## Record set
[Start of section]
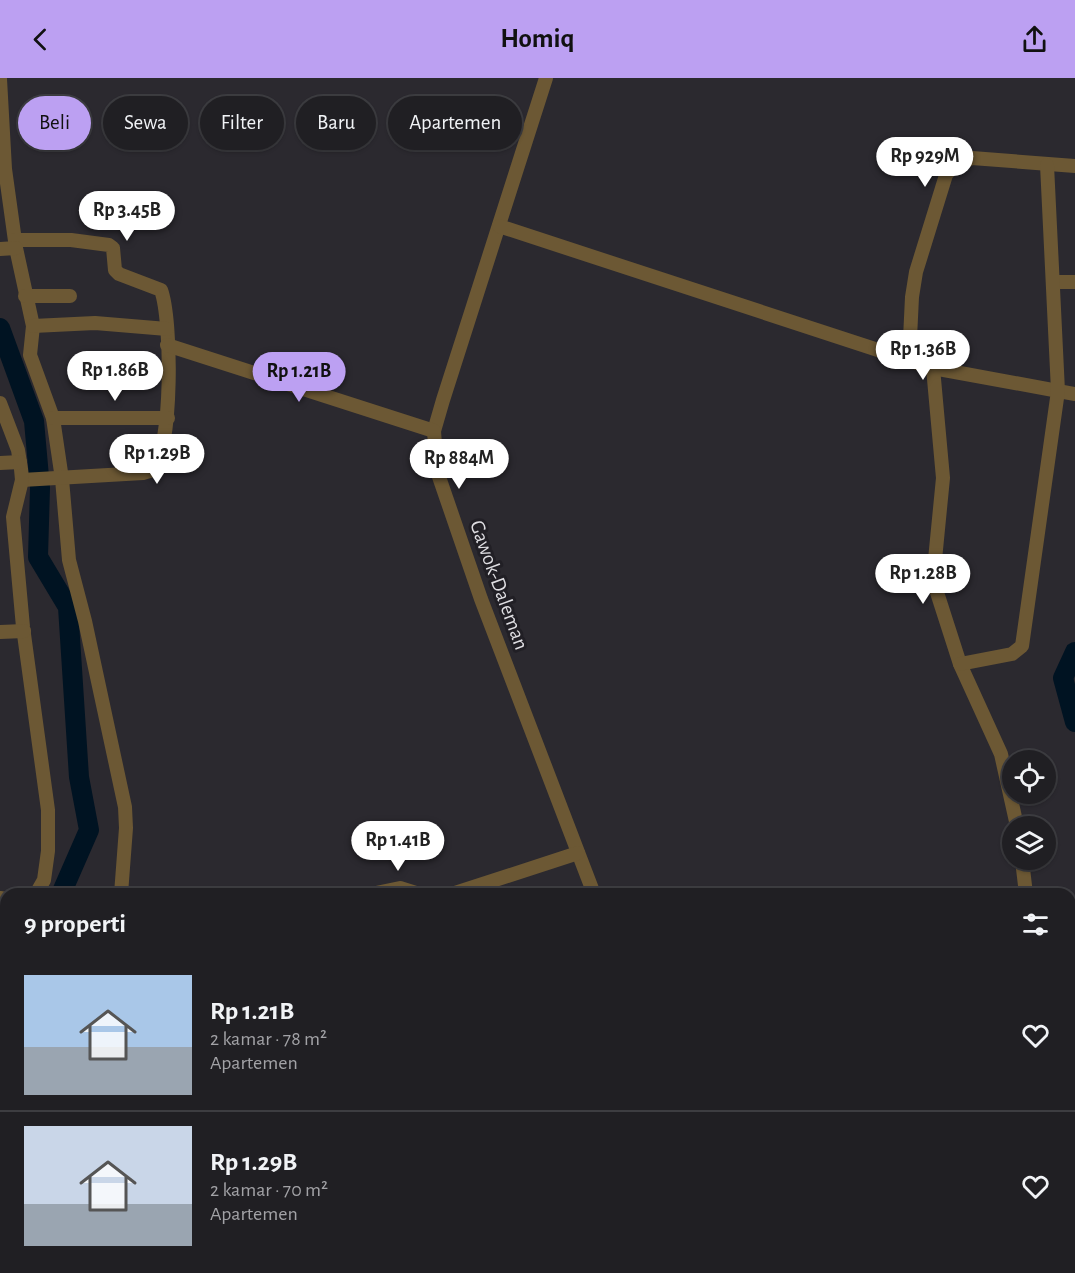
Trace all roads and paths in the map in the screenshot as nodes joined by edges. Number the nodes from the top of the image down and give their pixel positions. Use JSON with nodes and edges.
{"nodes":[{"id":1,"x":546,"y":78,"type":"edge"},
{"id":2,"x":1,"y":79,"type":"edge"},
{"id":3,"x":1047,"y":165,"type":"junction"},
{"id":4,"x":1075,"y":166,"type":"edge"},
{"id":5,"x":499,"y":226,"type":"junction"},
{"id":6,"x":15,"y":244,"type":"junction"},
{"id":7,"x":0,"y":249,"type":"edge"},
{"id":8,"x":1055,"y":282,"type":"junction"},
{"id":9,"x":1075,"y":282,"type":"edge"},
{"id":10,"x":25,"y":296,"type":"junction"},
{"id":11,"x":70,"y":296,"type":"dead end"},
{"id":12,"x":33,"y":326,"type":"junction"},
{"id":13,"x":166,"y":329,"type":"junction"},
{"id":14,"x":170,"y":345,"type":"junction"},
{"id":15,"x":909,"y":358,"type":"junction"},
{"id":16,"x":933,"y":368,"type":"junction"},
{"id":17,"x":1058,"y":391,"type":"junction"},
{"id":18,"x":1075,"y":394,"type":"edge"},
{"id":19,"x":0,"y":403,"type":"edge"},
{"id":20,"x":56,"y":417,"type":"junction"},
{"id":21,"x":168,"y":418,"type":"junction"},
{"id":22,"x":434,"y":431,"type":"junction"},
{"id":23,"x":20,"y":462,"type":"junction"},
{"id":24,"x":0,"y":463,"type":"edge"},
{"id":25,"x":72,"y":478,"type":"junction"},
{"id":26,"x":25,"y":480,"type":"junction"},
{"id":27,"x":7,"y":517,"type":"edge"},
{"id":28,"x":24,"y":631,"type":"junction"},
{"id":29,"x":0,"y":632,"type":"edge"},
{"id":30,"x":960,"y":664,"type":"junction"},
{"id":31,"x":1015,"y":816,"type":"edge"},
{"id":32,"x":578,"y":853,"type":"junction"},
{"id":33,"x":1023,"y":870,"type":"edge"},
{"id":34,"x":39,"y":888,"type":"edge"},
{"id":35,"x":121,"y":888,"type":"edge"},
{"id":36,"x":470,"y":888,"type":"edge"},
{"id":37,"x":592,"y":888,"type":"edge"},
{"id":38,"x":1025,"y":888,"type":"edge"}],
"edges":[{"from":1,"to":5,"type":"street","name":"Gawok-Daleman"},
{"from":2,"to":6,"type":"street"},
{"from":3,"to":4,"type":"street"},
{"from":3,"to":8,"type":"street"},
{"from":3,"to":15,"type":"street"},
{"from":5,"to":15,"type":"street"},
{"from":5,"to":22,"type":"street","name":"Gawok-Daleman"},
{"from":6,"to":7,"type":"street"},
{"from":6,"to":10,"type":"street"},
{"from":6,"to":13,"type":"street"},
{"from":8,"to":9,"type":"street"},
{"from":8,"to":17,"type":"street"},
{"from":10,"to":11,"type":"street"},
{"from":10,"to":12,"type":"street"},
{"from":12,"to":13,"type":"street"},
{"from":12,"to":20,"type":"street"},
{"from":13,"to":14,"type":"street"},
{"from":14,"to":21,"type":"street"},
{"from":14,"to":22,"type":"street"},
{"from":15,"to":16,"type":"street"},
{"from":16,"to":17,"type":"street"},
{"from":16,"to":30,"type":"street"},
{"from":17,"to":18,"type":"street"},
{"from":17,"to":30,"type":"street"},
{"from":19,"to":23,"type":"street"},
{"from":20,"to":21,"type":"street"},
{"from":20,"to":25,"type":"street"},
{"from":21,"to":25,"type":"street"},
{"from":22,"to":32,"type":"street","name":"Gawok-Daleman"},
{"from":23,"to":24,"type":"street"},
{"from":23,"to":26,"type":"street"},
{"from":25,"to":26,"type":"street"},
{"from":25,"to":35,"type":"street"},
{"from":26,"to":27,"type":"street"},
{"from":27,"to":28,"type":"street"},
{"from":28,"to":29,"type":"street"},
{"from":28,"to":34,"type":"street"},
{"from":30,"to":31,"type":"street"},
{"from":32,"to":36,"type":"street"},
{"from":32,"to":37,"type":"street","name":"Gawok-Daleman"},
{"from":33,"to":38,"type":"street"}]}
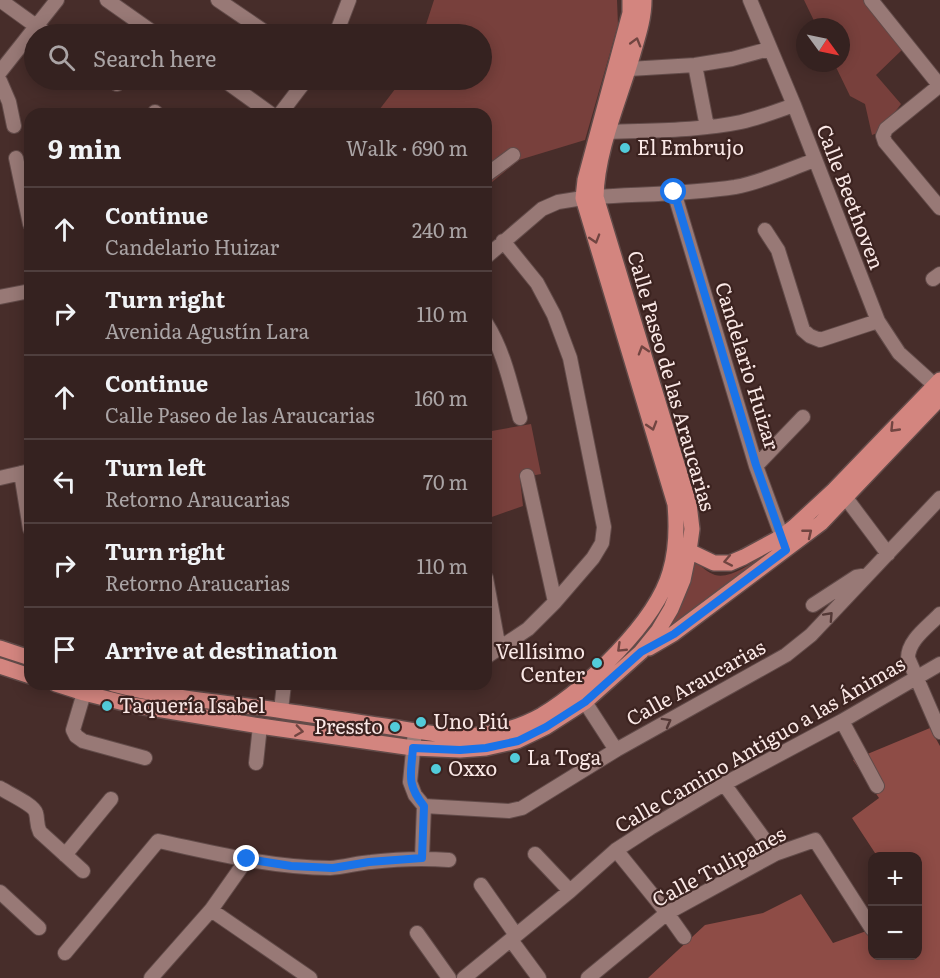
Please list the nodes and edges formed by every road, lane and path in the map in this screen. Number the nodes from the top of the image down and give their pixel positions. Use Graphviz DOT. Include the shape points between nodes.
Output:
graph roads {
  1 [pos="0,0"];
  2 [pos="57,0"];
  3 [pos="107,0"];
  4 [pos="219,0"];
  5 [pos="349,0"];
  6 [pos="630,0"];
  7 [pos="644,0"];
  8 [pos="750,0"];
  9 [pos="870,0"];
  10 [pos="32,24"];
  11 [pos="37,24"];
  12 [pos="141,24"];
  13 [pos="254,24"];
  14 [pos="340,24"];
  15 [pos="24,40"];
  16 [pos="770,49"];
  17 [pos="695,65"];
  18 [pos="629,69"];
  19 [pos="0,72"];
  20 [pos="0,81"];
  21 [pos="940,86"];
  22 [pos="238,90"];
  23 [pos="298,90"];
  24 [pos="794,105"];
  25 [pos="263,108"];
  26 [pos="285,108"];
  27 [pos="14,126"];
  28 [pos="707,127"];
  29 [pos="608,132"];
  30 [pos="513,155"];
  31 [pos="16,158"];
  32 [pos="815,159"];
  33 [pos="492,171"];
  34 [pos="674,192"];
  35 [pos="24,196"];
  36 [pos="589,198"];
  37 [pos="940,208"];
  38 [pos="765,230"];
  39 [pos="503,241"];
  40 [pos="492,251"];
  41 [pos="24,292"];
  42 [pos="0,297"];
  43 [pos="878,321"];
  44 [pos="492,333"];
  45 [pos="939,388"];
  46 [pos="802,417"];
  47 [pos="520,418"];
  48 [pos="667,451"];
  49 [pos="756,465"];
  50 [pos="24,472"];
  51 [pos="527,476"];
  52 [pos="0,478"];
  53 [pos="846,498"];
  54 [pos="940,498"];
  55 [pos="784,543"];
  56 [pos="689,551"];
  57 [pos="888,554"];
  58 [pos="868,574"];
  59 [pos="555,602"];
  60 [pos="813,605"];
  61 [pos="492,608"];
  62 [pos="940,614"];
  63 [pos="0,648"];
  64 [pos="500,649"];
  65 [pos="641,652"];
  66 [pos="492,654"];
  67 [pos="24,656"];
  68 [pos="940,664"];
  69 [pos="0,666"];
  70 [pos="24,673"];
  71 [pos="916,677"];
  72 [pos="75,690"];
  73 [pos="135,690"];
  74 [pos="283,690"];
  75 [pos="84,693"];
  76 [pos="585,702"];
  77 [pos="185,706"];
  78 [pos="281,710"];
  79 [pos="842,721"];
  80 [pos="938,723"];
  81 [pos="260,726"];
  82 [pos="415,731"];
  83 [pos="413,748"];
  84 [pos="616,750"];
  85 [pos="146,758"];
  86 [pos="256,763"];
  87 [pos="724,784"];
  88 [pos="877,786"];
  89 [pos="0,788"];
  90 [pos="111,799"];
  91 [pos="424,806"];
  92 [pos="616,850"];
  93 [pos="535,854"];
  94 [pos="775,854"];
  95 [pos="65,855"];
  96 [pos="422,858"];
  97 [pos="247,859"];
  98 [pos="449,860"];
  99 [pos="83,871"];
  100 [pos="481,885"];
  101 [pos="0,891"];
  102 [pos="570,891"];
  103 [pos="211,910"];
  104 [pos="667,913"];
  105 [pos="868,921"];
  106 [pos="39,928"];
  107 [pos="417,933"];
  108 [pos="514,937"];
  109 [pos="684,937"];
  110 [pos="65,953"];
  111 [pos="151,978"];
  112 [pos="310,978"];
  113 [pos="449,978"];
  114 [pos="464,978"];
  115 [pos="539,978"];
  116 [pos="588,978"];
  1 -- 10 [label="street"];
  2 -- 11 [label="street"];
  3 -- 12 [label="street"];
  4 -- 13 [label="street"];
  5 -- 14 [label="street"];
  6 -- 36 [label="main road, Calle Paseo de las Araucarias" via="630,14 585,180"];
  18 -- 7 [label="main road, Calle Paseo de las Araucarias, one-way" via="643,19"];
  8 -- 16 [label="street, Calle Beethoven"];
  9 -- 21 [label="street"];
  15 -- 19 [label="street"];
  16 -- 17 [label="street"];
  16 -- 24 [label="street, Calle Beethoven"];
  17 -- 18 [label="street"];
  17 -- 28 [label="street"];
  18 -- 29 [label="main road, Calle Paseo de las Araucarias"];
  20 -- 27 [label="street"];
  21 -- 37 [label="street" via="886,129 883,136"];
  22 -- 25 [label="street"];
  23 -- 26 [label="street"];
  24 -- 28 [label="street" via="742,122"];
  24 -- 32 [label="street, Calle Beethoven"];
  28 -- 29 [label="street"];
  29 -- 36 [label="main road, Calle Paseo de las Araucarias"];
  30 -- 33 [label="street"];
  31 -- 35 [label="street"];
  32 -- 34 [label="street" via="736,187"];
  32 -- 43 [label="street, Calle Beethoven"];
  34 -- 36 [label="street"];
  34 -- 49 [label="street, Candelario Huizar"];
  36 -- 39 [label="street" via="558,202 542,209"];
  36 -- 48 [label="main road, Calle Paseo de las Araucarias"];
  38 -- 43 [label="street" via="778,250 803,330 810,336 820,340"];
  39 -- 40 [label="street"];
  39 -- 59 [label="street" via="537,283 570,358 604,527 602,543 593,558"];
  41 -- 42 [label="street"];
  43 -- 45 [label="street, Calle Beethoven" via="899,353"];
  44 -- 47 [label="street"];
  45 -- 53 [label="main road"];
  45 -- 55 [label="main road, one-way" via="794,527"];
  46 -- 49 [label="street"];
  48 -- 56 [label="main road, Calle Paseo de las Araucarias" via="689,504"];
  48 -- 82 [label="main road, Calle Paseo de las Araucarias, one-way" via="675,504 676,548 657,602 628,642 577,689 523,723 478,735"];
  49 -- 55 [label="street, Candelario Huizar"];
  50 -- 52 [label="street"];
  51 -- 59 [label="street"];
  55 -- 53 [label="main road, one-way" via="821,523"];
  53 -- 57 [label="street"];
  54 -- 57 [label="street, Calle Araucarias"];
  55 -- 56 [label="main road, one-way" via="730,562 714,563"];
  55 -- 65 [label="main road" via="674,634"];
  56 -- 65 [label="main road, Calle Paseo de las Araucarias" via="671,609"];
  57 -- 58 [label="street, Calle Araucarias"];
  58 -- 60 [label="street" via="856,577"];
  84 -- 58 [label="street, Calle Araucarias, one-way" via="786,655 811,635"];
  59 -- 64 [label="street"];
  61 -- 64 [label="street"];
  62 -- 71 [label="street" via="908,651"];
  63 -- 67 [label="main road"];
  64 -- 66 [label="street"];
  65 -- 76 [label="main road, Calle Paseo de las Araucarias"];
  68 -- 71 [label="street, Calle Camino Antiguo a las Ánimas"];
  69 -- 70 [label="main road"];
  71 -- 79 [label="street, Calle Camino Antiguo a las Ánimas"];
  71 -- 80 [label="street"];
  72 -- 75 [label="main road, Calle Paseo de las Araucarias"];
  73 -- 77 [label="main road, Calle Paseo de las Araucarias"];
  74 -- 78 [label="street"];
  75 -- 77 [label="main road, Calle Paseo de las Araucarias" via="132,705"];
  75 -- 85 [label="street" via="73,730 76,736"];
  76 -- 83 [label="main road, Calle Paseo de las Araucarias" via="518,741 460,750"];
  76 -- 84 [label="street"];
  77 -- 78 [label="main road, Calle Paseo de las Araucarias"];
  77 -- 81 [label="main road, Calle Paseo de las Araucarias"];
  78 -- 82 [label="main road, Calle Paseo de las Araucarias"];
  79 -- 87 [label="street, Calle Camino Antiguo a las Ánimas"];
  79 -- 88 [label="street"];
  81 -- 83 [label="main road, Calle Paseo de las Araucarias, one-way"];
  81 -- 86 [label="street"];
  82 -- 83 [label="street"];
  83 -- 91 [label="street" via="410,782"];
  84 -- 91 [label="street, Calle Araucarias" via="522,808 509,811"];
  87 -- 92 [label="street, Calle Camino Antiguo a las Ánimas"];
  87 -- 94 [label="street"];
  89 -- 95 [label="street" via="32,807 40,832"];
  90 -- 95 [label="street"];
  91 -- 96 [label="street"];
  92 -- 102 [label="street, Calle Camino Antiguo a las Ánimas"];
  92 -- 104 [label="street"];
  93 -- 102 [label="street"];
  94 -- 104 [label="street, Calle Tulipanes"];
  94 -- 105 [label="street, Calle Tulipanes" via="815,840"];
  95 -- 99 [label="street"];
  96 -- 97 [label="street" via="333,868"];
  96 -- 98 [label="street"];
  97 -- 103 [label="street"];
  97 -- 110 [label="street" via="158,841"];
  100 -- 108 [label="street"];
  101 -- 106 [label="street"];
  102 -- 108 [label="street, Calle Camino Antiguo a las Ánimas"];
  103 -- 111 [label="street"];
  103 -- 112 [label="street"];
  104 -- 109 [label="street"];
  104 -- 116 [label="street, Calle Tulipanes"];
  107 -- 113 [label="street"];
  108 -- 114 [label="street, Calle Camino Antiguo a las Ánimas"];
  108 -- 115 [label="street"];
}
[End of section]
## What you should do
The task calls for every line of the material that contains the string "Tulipanes".

## Your solution
  94 -- 104 [label="street, Calle Tulipanes"];
  94 -- 105 [label="street, Calle Tulipanes" via="815,840"];
  104 -- 116 [label="street, Calle Tulipanes"];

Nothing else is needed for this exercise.